3rd
Feb. Trinity
(Sunday
before Ash Wednesday, 7th Sunday before Easter)
Luke
18: 18-34
One
of the highest spiritual leaders of the people asked him, “Good Master, what
must I do to obtain eternal life?”
Jesus answered him, “Why do you call me good? No one is
good but One—God alone. You know the commandments, you shall not destroy
marriage, you shall not kill, you shall not steal, you shall not speak untruth,
and you shall honor your father and your mother!
When
Jesus heard this, he said, [Jesus, looking at him, loved him and said… Mk 10:21]
“One thing however you lack: Sell all of your possessions, and give the money
to the poor; thus will you achieve a treasure in the spiritual world—then come
and follow me!
He
was sad about these words, for he was very rich.
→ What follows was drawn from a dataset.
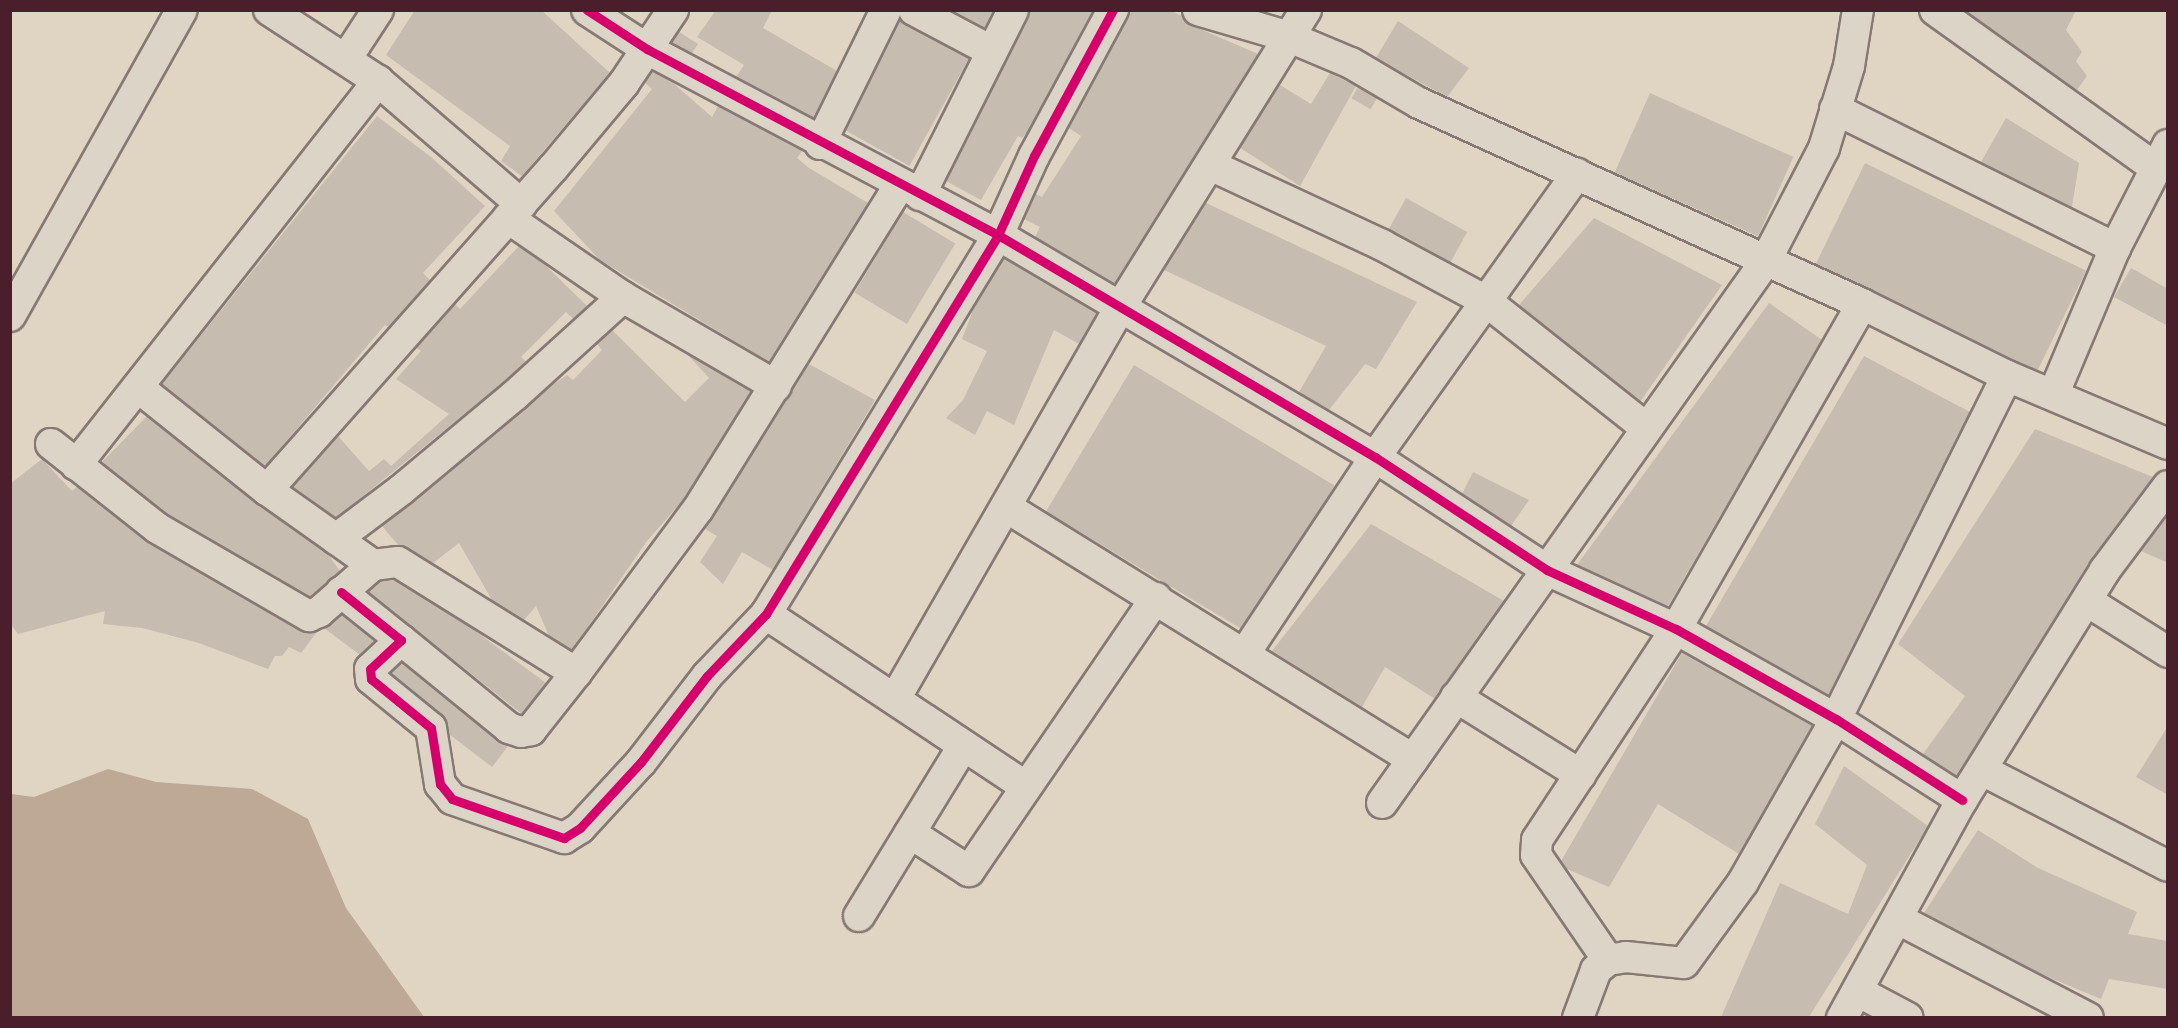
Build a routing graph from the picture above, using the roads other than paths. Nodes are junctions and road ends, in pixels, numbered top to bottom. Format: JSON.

And when Jesus saw him
thus, he said, “What hindrances must those overcome who are rich in outer or
inner possessions, if they want to enter into the kingdom of God .
Sooner would a camel walk through the eye of a needle, than a rich man be able
to find the entrance to the kingdom
of God !”
Those
who heard this said, “Who then can be saved?”
He
said, “For man alone it is impossible; it will be possible however through the
power of God working in man.”
Then Peter said to him, “Behold, we have given up
everything to follow you.”
He
replied, “Amen, the truth I say to you. No one who leaves home or wife, or
brother or parents or children for the sake of the kingdom of God
will fail to receive many times as much in earthly life, and in the age to come
eternal life.”
Then he took the twelve to himself and said, “Now
we are going up to Jerusalem, and everything which the prophets have written
about the Son of Man will fulfill itself: He will be given over to the peoples
of the world; they will mock and taunt him, they will spit upon him and scourge
him and kill him; but on the third day he will rise up from the dead.”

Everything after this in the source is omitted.